Basheer Jones tells podcaster Cleveland is like a jungle where he speaks the language of the apes and village

CLEVELAND, OH – For the nearly four years he’s served on Cleveland city council Basheer Jones has lived between South Euclid and Cleveland Heights.  The $87,000 a year Cleveland taxpayers pay part-time councilmembers is good enough for Jones and his family; but not the taxpayers paying him.  When asked by the host of Follow Suit if he was exposing his children the neighborhoods where he was raised, a fidgety Jones had these “slang” words to say about Cleveland and Clevelanders.

“If I have too much fear I won’t be in the jungle.  I’ve got to be Tarzan.  You’ve got to be able to speak the language of the apes and the language of the village.”

When the host continues his question about Jones’ children’s relationship with Ward 7 and Cleveland residents he was elected to serve he described them as “these people.”  Jones appeared to have been thinking about the effect of his words and how they might be taken politically; so he tried to alter what he’d already said instead of answering the questions about his children’s interactions with his Cleveland constituents.

Jones offered that the “jungle” reference was a “description.”  “Not that my community is animals,” he said.  The host agreed that they were just talking “slang.”  I was born in 1953 during segregation so the only people I know who called American Negroes “apes” and our neighborhoods “jungles” as slang were Anglo-Saxon and Eastern European racists.

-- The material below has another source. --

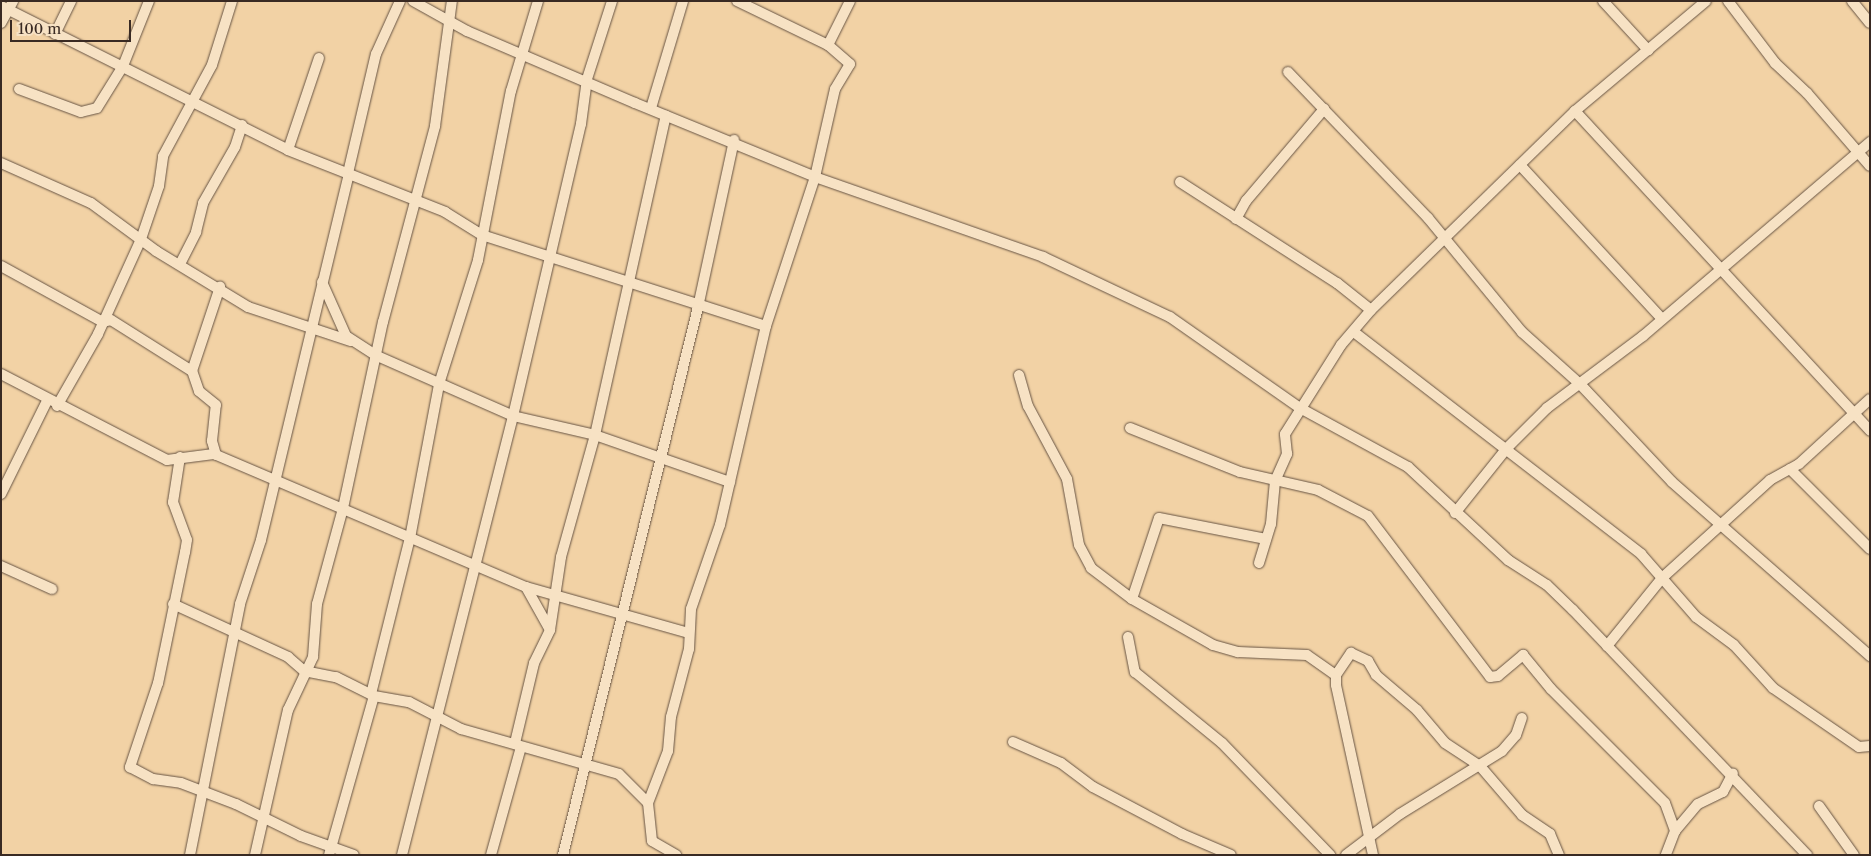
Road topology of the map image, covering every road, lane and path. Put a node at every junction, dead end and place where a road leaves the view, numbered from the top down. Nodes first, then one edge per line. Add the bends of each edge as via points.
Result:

Keeping up with his “rapper from the hood” personna, Jones told podcast host Perry Osbey he had to be in a different mindset in the Cleveland jungle when he entered it.   He’s like the rapper Chris Rock played in CB4Albert.  He’s also “Clarence” in Eminem’s8 Mile.”  Jones “reps” as if he’s from the tough streets of the “the hood” while living and raising his family in the suburbs; and casting illegal votes that affects the people he steals from but chose not to live around.  The truth is he’s afraid of the streets his vote on council has not been used to improve the quality of life.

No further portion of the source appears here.